If there exists any error after starting extraction, you will find out the "Extraction error report" is generated next to "Data extracted" field. "Data cannot be extracted. HTTP status code: 200" is a common error message, and this tutorial is going to show you how to deal with the error.
What does "HTTP status code: 200" mean?
The HTTP status code 200 means OK, which is the standard response for successful HTTP requests. This is to say, Octoparse loads the web page successfully but fails to extract some data.
How to fix it?
Firstly, you should check that if the web page contains the data you want to extract. If the web page does contain the data, you should refer to the following situations.
1. The data is not loaded by Octoparse, and Octoparse has tried to extract the data but failed.
In this case, you can set up "Wait before execution" or "wait until element is found" in the "Advanced Options" of the "Extract data" step to let Octoparse load the data before execution.
Sometimes you need to let Octoparse automatically scroll down to load the data completely. You can check the box for "Scroll down" in the "Advanced Options" of the "Go To Web Page" and set up how you would like Octoparse to scroll down the page. For example, you can set "Scroll times" as 1, "Interval" as 1 second, and scroll way as "Scroll down for one screen".

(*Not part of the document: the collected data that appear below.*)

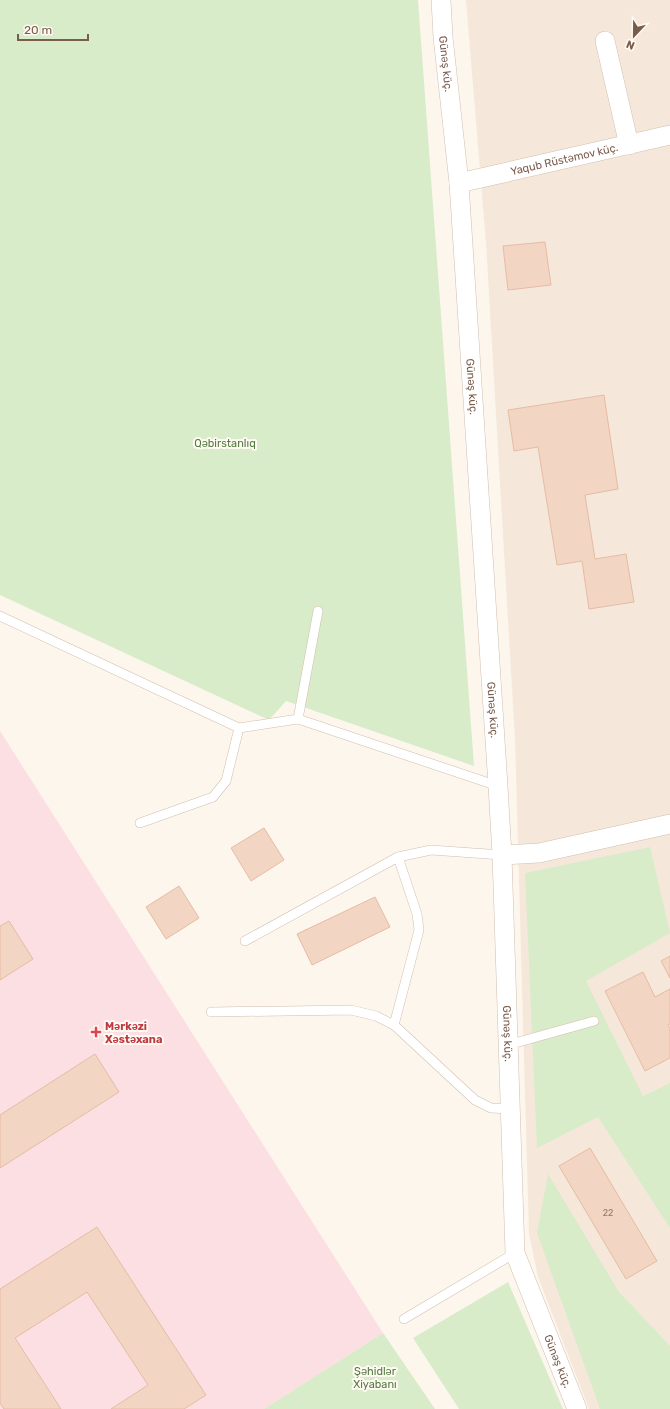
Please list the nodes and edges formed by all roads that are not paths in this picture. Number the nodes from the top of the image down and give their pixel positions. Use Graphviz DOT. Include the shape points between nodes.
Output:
graph roads {
  1 [pos="441,0"];
  2 [pos="605,41"];
  3 [pos="670,135"];
  4 [pos="629,145"];
  5 [pos="459,183"];
  6 [pos="318,611"];
  7 [pos="0,616"];
  8 [pos="298,718"];
  9 [pos="240,728"];
  10 [pos="498,786"];
  11 [pos="140,823"];
  12 [pos="670,824"];
  13 [pos="502,855"];
  14 [pos="398,857"];
  15 [pos="244,941"];
  16 [pos="211,1012"];
  17 [pos="594,1021"];
  18 [pos="394,1025"];
  19 [pos="508,1046"];
  20 [pos="510,1109"];
  21 [pos="515,1253"];
  22 [pos="404,1319"];
  23 [pos="577,1409"];
  1 -- 5 [label="street, Günəş küç."];
  2 -- 4 [label="street"];
  3 -- 4 [label="street, Yaqub Rüstəmov küç."];
  4 -- 5 [label="street, Yaqub Rüstəmov küç."];
  5 -- 10 [label="street, Günəş küç."];
  6 -- 8 [label="lane"];
  7 -- 9 [label="lane"];
  8 -- 9 [label="lane"];
  8 -- 10 [label="lane"];
  9 -- 11 [label="lane" via="226,781 213,797"];
  10 -- 13 [label="street, Günəş küç."];
  12 -- 13 [label="street" via="540,853"];
  13 -- 14 [label="lane" via="430,850"];
  13 -- 19 [label="street, Günəş küç."];
  14 -- 15 [label="lane"];
  14 -- 18 [label="lane" via="417,914 419,930"];
  16 -- 18 [label="lane" via="351,1010 376,1016"];
  17 -- 19 [label="lane"];
  18 -- 20 [label="lane" via="474,1100 491,1108"];
  19 -- 20 [label="street, Günəş küç."];
  20 -- 21 [label="street, Günəş küç."];
  21 -- 22 [label="lane"];
  21 -- 23 [label="street, Günəş küç."];
}
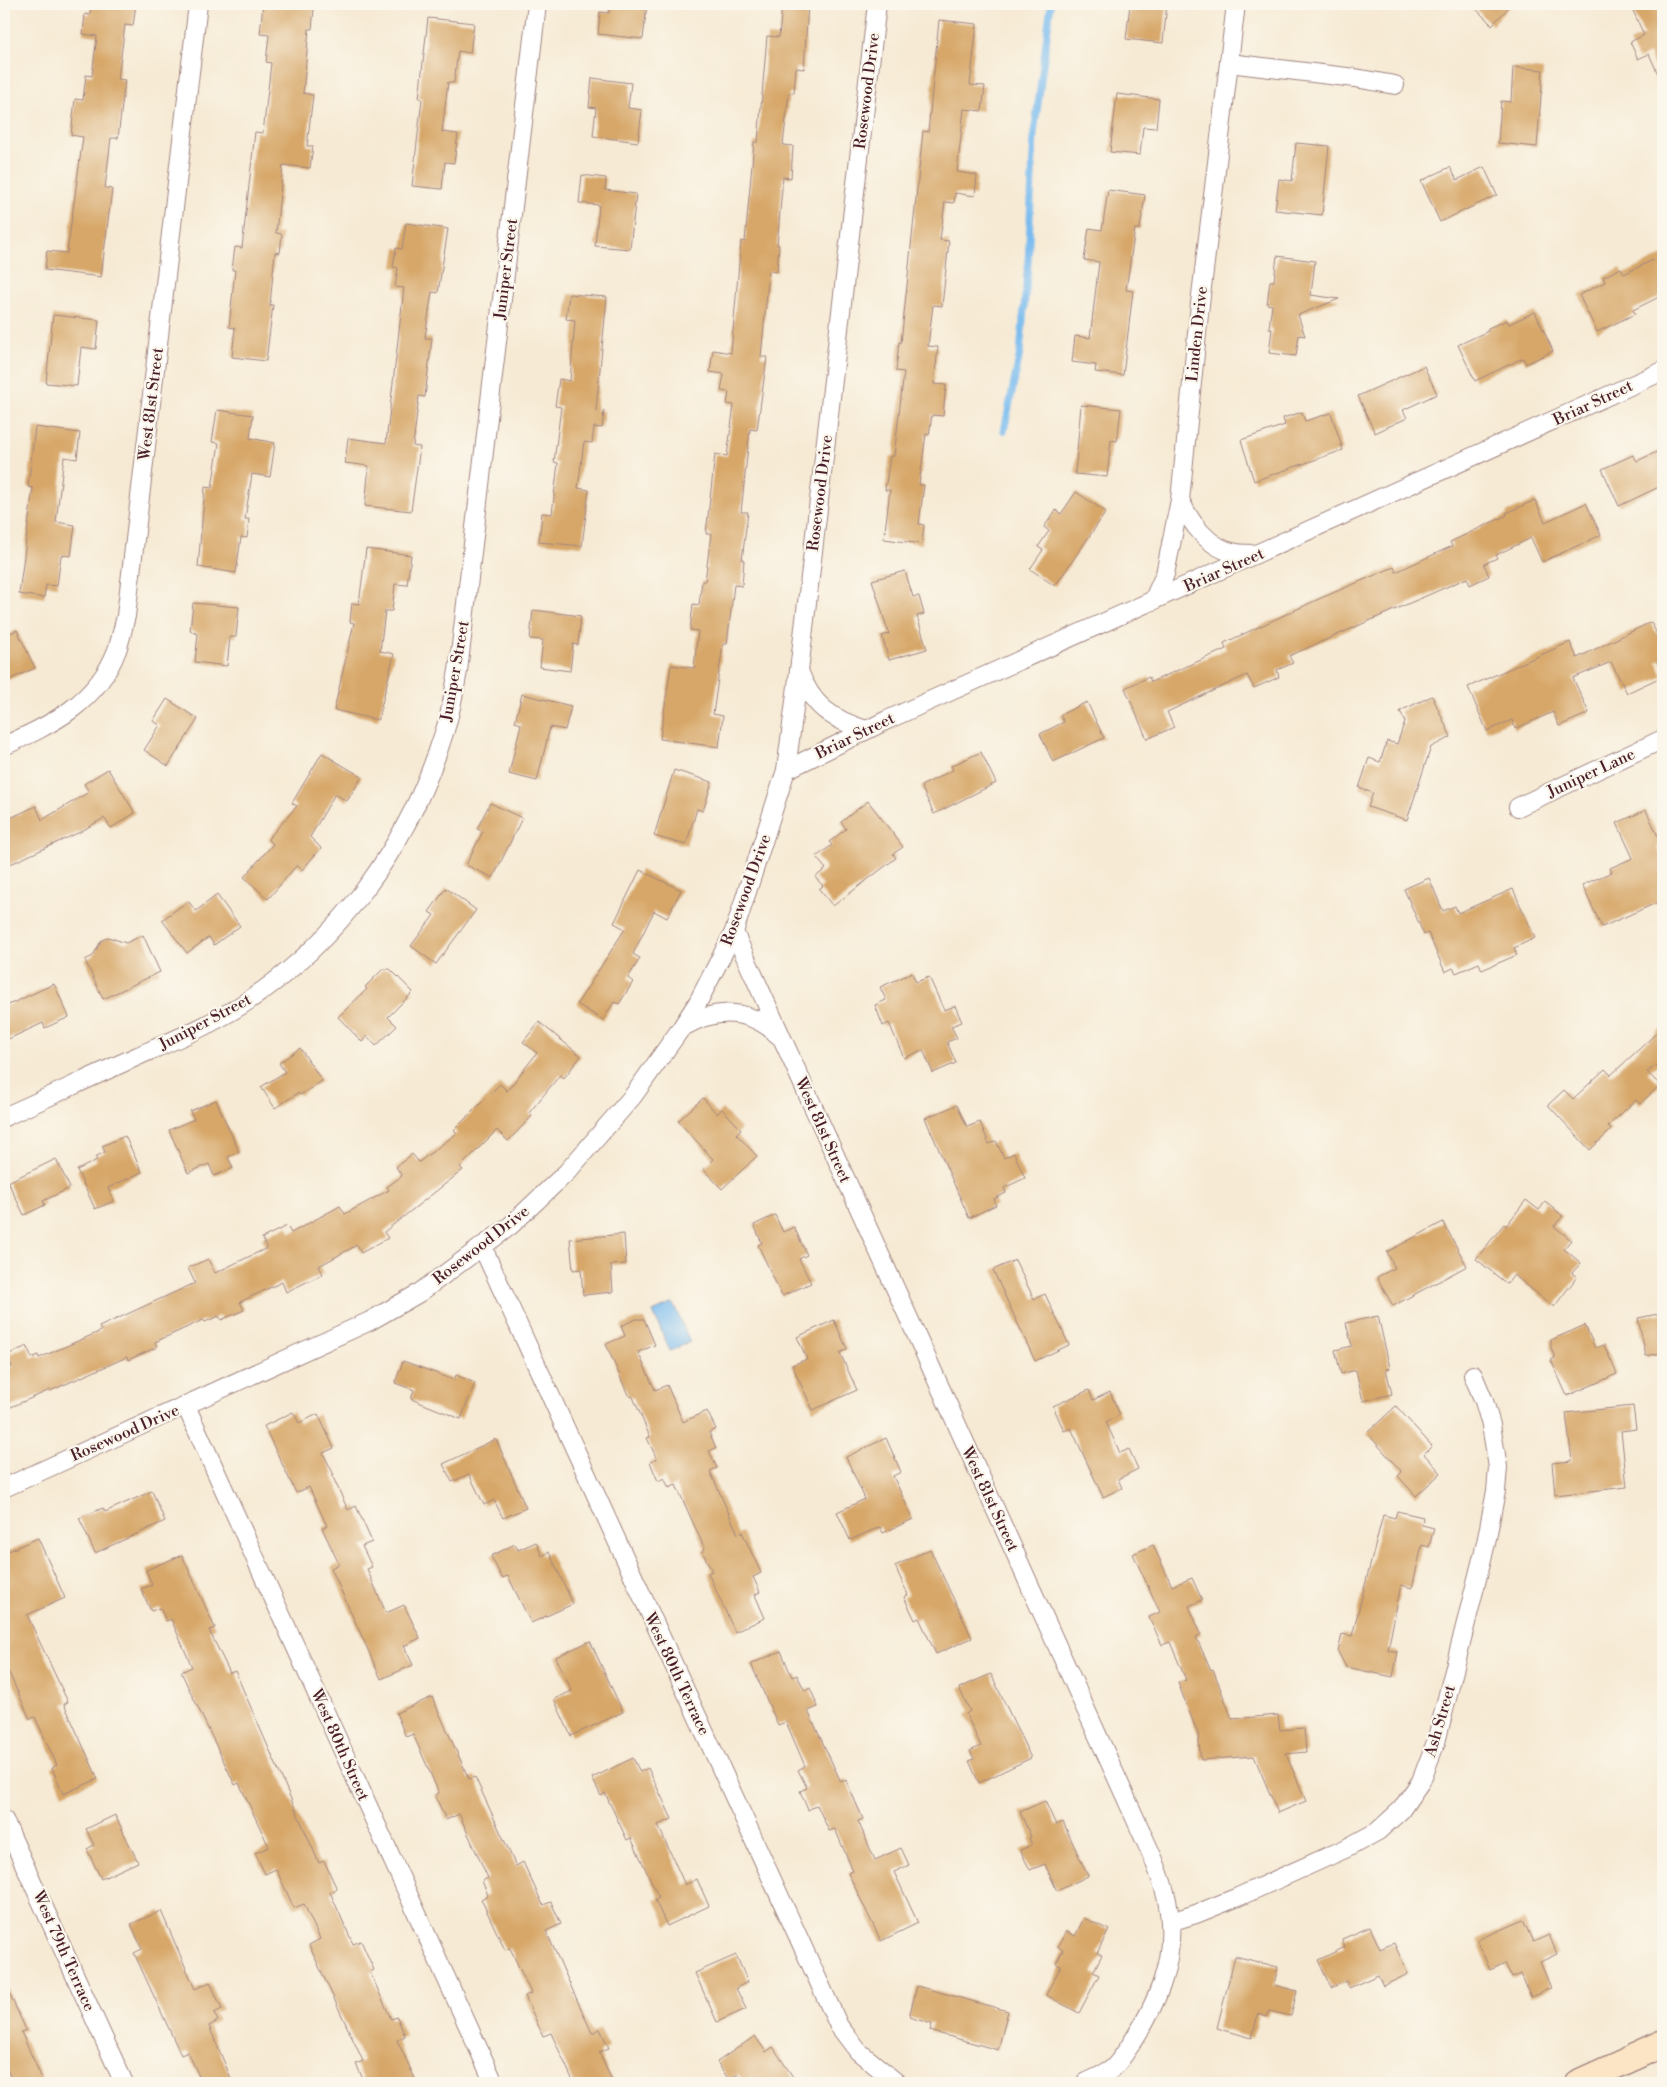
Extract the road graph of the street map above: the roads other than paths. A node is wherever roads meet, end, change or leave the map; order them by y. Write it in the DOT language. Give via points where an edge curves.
graph roads {
  1 [pos="198,4"];
  2 [pos="537,4"];
  3 [pos="877,4"];
  4 [pos="1236,4"];
  5 [pos="1229,63"];
  6 [pos="1395,85"];
  7 [pos="1663,371"];
  8 [pos="1180,500"];
  9 [pos="1259,554"];
  10 [pos="1153,601"];
  11 [pos="799,671"];
  12 [pos="866,730"];
  13 [pos="1663,739"];
  14 [pos="4,746"];
  15 [pos="786,770"];
  16 [pos="1518,807"];
  17 [pos="734,932"];
  18 [pos="682,1027"];
  19 [pos="782,1040"];
  20 [pos="4,1117"];
  21 [pos="482,1246"];
  22 [pos="1473,1375"];
  23 [pos="186,1406"];
  24 [pos="4,1488"];
  25 [pos="4,1820"];
  26 [pos="1170,1922"];
  27 [pos="1663,2044"];
  28 [pos="1110,2076"];
  29 [pos="124,2083"];
  30 [pos="494,2083"];
  31 [pos="897,2083"];
  32 [pos="1085,2083"];
  33 [pos="1577,2083"];
  1 -- 14 [label="street, West 81st Street" via="126,616 117,650 91,693 71,712"];
  2 -- 20 [label="street, Juniper Street" via="458,671 445,732 422,794 392,851 361,896 330,932 290,969 239,1006 178,1038"];
  3 -- 11 [label="street, Rosewood Drive"];
  4 -- 5 [label="street, Linden Drive"];
  5 -- 6 [label="street"];
  5 -- 8 [label="street, Linden Drive"];
  7 -- 9 [label="street, Briar Street"];
  8 -- 9 [label="street" via="1191,521 1210,540 1234,553"];
  8 -- 10 [label="street, Linden Drive" via="1166,574"];
  9 -- 10 [label="street, Briar Street"];
  10 -- 12 [label="street, Briar Street"];
  11 -- 12 [label="street" via="806,690 827,712 845,724"];
  11 -- 15 [label="street, Rosewood Drive"];
  12 -- 15 [label="street, Briar Street"];
  13 -- 16 [label="street, Juniper Lane"];
  15 -- 17 [label="street, Rosewood Drive"];
  17 -- 18 [label="street, Rosewood Drive"];
  17 -- 19 [label="street, West 81st Street"];
  18 -- 19 [label="street" via="710,1015 742,1015 768,1026"];
  18 -- 21 [label="street, Rosewood Drive" via="633,1096 567,1172 510,1226"];
  19 -- 26 [label="street, West 81st Street" via="1154,1860 1165,1889"];
  21 -- 23 [label="street, Rosewood Drive" via="419,1293 370,1321"];
  21 -- 31 [label="street, West 80th Terrace" via="835,2018 858,2051"];
  22 -- 26 [label="street, Ash Street" via="1491,1425 1498,1467 1496,1491 1486,1544 1436,1742 1422,1781 1401,1810 1378,1831 1238,1897"];
  23 -- 24 [label="street, Rosewood Drive"];
  23 -- 30 [label="street, West 80th Street"];
  25 -- 29 [label="street, West 79th Terrace"];
  26 -- 28 [label="street, West 81st Street" via="1167,1964 1159,1993"];
  27 -- 33 [label="main road"];
  28 -- 32 [label="street, West 81st Street"];
}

2. The data can be found in some web pages but not in some other pages after pagination. This happens because the XPath cannot locate all the data due to the different format of web pages, and you should modify the XPath to locate all the elements correctly.
|Tips: If you don't know how to modify XPath, you can see this tutorial: Locate elements with XPath|
3. Octoparse fails to recognize web pages. This situation mostly happens when Octoparse clicks links in a loop. Octoparse is supposed to recognize web page and extract data after clicking and opening the new page, but it fails to recognize the new web page and remains to recognize the previous page. Thus, Octoparse cannot extract the targeted data, though the new web page is open successfully.
You can fix it by repairing the workflow like the below gif:
Artículo en español: ¿Cómo resolver el error "HTTP status code 200"?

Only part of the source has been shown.